STEM.org
- Company type: Private
- Founded: June 04, 2001, Henry Ford Estate
- Founder: Andrew B. Raupp
- Headquarters: Southfield, Michigan, United States
- Services: Evaluation, Research, Education
- Website: STEM.org

= STEM.org =

American multinational education company

STEM.org aka STEM.org Educational Research is a privately held, American company headquartered in Southfield, Michigan. It conducts STEM (Science, Technology, Engineering & Mathematics) research and credentialing services.

==History==
STEM.org was initiated from a community outreach project in southwest Detroit, by Andrew B. Raupp in 2001. The organization has expanded its mission beyond initial activities it referred to as project “Initiative Science", establishing a global presence in over 80 countries. Notably, it provided framework for the 2005 STEM Congressional Caucus at the request of Congressman Vern Ehlers.

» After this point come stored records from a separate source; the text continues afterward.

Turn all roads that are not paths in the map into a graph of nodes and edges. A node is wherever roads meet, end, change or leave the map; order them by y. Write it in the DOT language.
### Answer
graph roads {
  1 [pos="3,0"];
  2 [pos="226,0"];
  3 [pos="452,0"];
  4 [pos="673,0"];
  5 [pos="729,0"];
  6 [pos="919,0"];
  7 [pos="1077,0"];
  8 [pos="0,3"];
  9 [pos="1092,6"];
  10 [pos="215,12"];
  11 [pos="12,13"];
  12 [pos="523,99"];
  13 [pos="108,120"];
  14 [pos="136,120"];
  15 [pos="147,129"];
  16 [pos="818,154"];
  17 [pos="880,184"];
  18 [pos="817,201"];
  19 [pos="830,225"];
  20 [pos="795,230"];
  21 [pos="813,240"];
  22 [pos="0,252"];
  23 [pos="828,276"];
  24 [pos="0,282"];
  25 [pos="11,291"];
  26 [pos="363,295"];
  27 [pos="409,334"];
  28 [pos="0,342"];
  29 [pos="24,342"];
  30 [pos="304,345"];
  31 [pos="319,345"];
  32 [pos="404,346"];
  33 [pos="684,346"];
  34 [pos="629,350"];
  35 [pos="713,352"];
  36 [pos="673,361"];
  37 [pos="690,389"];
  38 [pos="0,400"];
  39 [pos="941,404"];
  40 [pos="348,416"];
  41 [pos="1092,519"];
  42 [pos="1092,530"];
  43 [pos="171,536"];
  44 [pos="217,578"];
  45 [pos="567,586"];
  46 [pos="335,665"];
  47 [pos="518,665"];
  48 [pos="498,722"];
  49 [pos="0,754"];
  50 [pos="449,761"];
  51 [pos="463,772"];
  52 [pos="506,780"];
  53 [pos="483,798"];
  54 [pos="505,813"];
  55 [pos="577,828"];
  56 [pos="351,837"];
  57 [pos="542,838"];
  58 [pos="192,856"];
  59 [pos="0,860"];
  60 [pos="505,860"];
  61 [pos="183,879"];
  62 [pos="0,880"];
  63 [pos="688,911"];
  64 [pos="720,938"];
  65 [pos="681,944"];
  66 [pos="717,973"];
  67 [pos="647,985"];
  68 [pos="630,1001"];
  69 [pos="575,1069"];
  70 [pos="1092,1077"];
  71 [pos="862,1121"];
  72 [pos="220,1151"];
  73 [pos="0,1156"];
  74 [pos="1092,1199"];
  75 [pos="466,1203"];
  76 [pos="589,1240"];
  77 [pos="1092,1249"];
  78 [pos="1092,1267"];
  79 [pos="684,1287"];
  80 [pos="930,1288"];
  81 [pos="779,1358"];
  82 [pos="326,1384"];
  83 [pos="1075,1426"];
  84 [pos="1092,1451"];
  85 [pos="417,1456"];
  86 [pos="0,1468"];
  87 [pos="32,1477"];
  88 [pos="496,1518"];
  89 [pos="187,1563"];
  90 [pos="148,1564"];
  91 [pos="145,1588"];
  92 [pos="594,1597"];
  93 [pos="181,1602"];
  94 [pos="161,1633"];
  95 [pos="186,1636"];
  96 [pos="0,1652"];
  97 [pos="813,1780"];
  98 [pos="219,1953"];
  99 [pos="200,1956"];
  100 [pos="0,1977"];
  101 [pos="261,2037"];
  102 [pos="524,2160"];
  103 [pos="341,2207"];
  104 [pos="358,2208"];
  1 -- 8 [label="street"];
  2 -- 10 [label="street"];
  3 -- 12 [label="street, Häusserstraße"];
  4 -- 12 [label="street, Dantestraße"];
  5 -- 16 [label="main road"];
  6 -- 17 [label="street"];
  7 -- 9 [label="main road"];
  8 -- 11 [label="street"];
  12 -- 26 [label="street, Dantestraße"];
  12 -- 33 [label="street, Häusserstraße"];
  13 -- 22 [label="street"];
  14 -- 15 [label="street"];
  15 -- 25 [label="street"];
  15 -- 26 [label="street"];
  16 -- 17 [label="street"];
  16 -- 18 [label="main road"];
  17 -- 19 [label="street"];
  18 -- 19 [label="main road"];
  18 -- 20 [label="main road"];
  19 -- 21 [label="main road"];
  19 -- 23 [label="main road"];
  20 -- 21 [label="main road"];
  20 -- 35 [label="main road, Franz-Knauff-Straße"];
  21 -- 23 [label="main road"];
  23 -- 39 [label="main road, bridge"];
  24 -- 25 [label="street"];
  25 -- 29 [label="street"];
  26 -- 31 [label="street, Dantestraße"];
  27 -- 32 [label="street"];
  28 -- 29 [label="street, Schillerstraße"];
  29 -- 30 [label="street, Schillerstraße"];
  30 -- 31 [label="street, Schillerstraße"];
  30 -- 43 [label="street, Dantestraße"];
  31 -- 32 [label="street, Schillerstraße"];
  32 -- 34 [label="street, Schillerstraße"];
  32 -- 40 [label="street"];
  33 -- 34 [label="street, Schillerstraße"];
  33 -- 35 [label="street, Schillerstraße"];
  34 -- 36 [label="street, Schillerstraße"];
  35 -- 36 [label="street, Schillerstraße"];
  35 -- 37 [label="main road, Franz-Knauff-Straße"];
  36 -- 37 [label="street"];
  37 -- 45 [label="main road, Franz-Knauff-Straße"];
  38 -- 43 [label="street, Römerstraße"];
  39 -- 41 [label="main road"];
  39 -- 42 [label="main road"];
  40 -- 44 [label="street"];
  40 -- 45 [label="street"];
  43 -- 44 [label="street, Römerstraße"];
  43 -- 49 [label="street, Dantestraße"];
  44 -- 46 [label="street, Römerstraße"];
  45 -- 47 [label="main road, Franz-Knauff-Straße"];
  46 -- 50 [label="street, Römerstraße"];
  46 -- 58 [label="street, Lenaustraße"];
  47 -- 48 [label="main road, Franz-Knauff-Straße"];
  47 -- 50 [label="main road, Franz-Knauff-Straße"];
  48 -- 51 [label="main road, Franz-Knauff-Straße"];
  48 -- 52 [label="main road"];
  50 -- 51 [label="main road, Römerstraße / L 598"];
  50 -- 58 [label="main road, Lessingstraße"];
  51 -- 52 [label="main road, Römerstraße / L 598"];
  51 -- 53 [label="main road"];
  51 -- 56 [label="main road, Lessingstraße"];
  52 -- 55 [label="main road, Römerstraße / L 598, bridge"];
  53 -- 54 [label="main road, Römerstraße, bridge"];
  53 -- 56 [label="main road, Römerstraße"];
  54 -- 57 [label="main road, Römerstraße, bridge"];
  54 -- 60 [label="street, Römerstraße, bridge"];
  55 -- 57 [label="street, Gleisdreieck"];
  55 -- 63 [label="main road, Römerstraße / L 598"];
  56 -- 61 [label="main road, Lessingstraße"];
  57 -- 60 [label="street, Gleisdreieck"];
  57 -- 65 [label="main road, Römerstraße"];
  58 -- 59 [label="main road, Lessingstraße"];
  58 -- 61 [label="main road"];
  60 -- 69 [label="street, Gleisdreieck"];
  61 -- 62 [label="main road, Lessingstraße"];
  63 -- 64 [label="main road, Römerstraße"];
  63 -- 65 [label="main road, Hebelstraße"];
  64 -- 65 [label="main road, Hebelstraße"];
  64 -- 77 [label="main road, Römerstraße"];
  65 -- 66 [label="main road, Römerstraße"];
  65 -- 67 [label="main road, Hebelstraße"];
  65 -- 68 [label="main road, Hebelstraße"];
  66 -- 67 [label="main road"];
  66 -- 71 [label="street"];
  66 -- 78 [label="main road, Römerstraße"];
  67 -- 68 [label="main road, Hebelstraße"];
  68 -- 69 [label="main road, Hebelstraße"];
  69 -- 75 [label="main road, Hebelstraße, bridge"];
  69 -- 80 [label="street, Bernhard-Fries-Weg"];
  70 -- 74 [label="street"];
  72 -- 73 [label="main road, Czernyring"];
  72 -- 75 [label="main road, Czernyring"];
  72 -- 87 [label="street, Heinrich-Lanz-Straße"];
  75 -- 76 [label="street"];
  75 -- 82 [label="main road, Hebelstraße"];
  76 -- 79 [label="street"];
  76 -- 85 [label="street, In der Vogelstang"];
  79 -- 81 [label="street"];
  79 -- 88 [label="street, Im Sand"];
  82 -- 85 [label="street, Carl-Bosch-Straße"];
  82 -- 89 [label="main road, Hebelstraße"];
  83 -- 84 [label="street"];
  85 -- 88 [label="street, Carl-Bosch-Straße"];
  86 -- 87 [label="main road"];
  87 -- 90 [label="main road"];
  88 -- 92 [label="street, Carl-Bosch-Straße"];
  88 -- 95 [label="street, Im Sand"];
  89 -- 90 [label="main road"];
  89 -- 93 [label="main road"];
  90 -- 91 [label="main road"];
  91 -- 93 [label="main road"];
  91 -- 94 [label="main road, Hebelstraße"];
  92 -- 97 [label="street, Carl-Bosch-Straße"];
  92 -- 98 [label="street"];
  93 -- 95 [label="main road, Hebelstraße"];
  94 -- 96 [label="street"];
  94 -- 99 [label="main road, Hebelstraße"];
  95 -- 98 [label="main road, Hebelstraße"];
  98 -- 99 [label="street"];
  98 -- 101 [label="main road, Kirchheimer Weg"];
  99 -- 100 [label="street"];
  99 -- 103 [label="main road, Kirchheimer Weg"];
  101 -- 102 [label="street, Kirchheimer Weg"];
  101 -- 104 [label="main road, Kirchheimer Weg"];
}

STEM.org Educational Research is recognized for its detailed and comprehensive contributions to the field of STEM education. Its research has been cited by institutions such as the Smithsonian Science Education Center, reflecting its influence on contemporary STEM education discourse. STEM.org emphasizes the linguistics of STEM, distinguishing the educational framework from its individual disciplines. It also provides resources to help stakeholders craft localized and adaptable definitions of STEM education, aligning with community-specific needs and contexts.

==Research==
STEM.org developed a global quality assurance protocol focused on STEM education. It leverages blockchain technology to secure the credentials it issues, which are denoted as 'STEM Trustmarks,’ by securing each achievement on the Bitcoin distributed ledger for enhanced authenticity and trust.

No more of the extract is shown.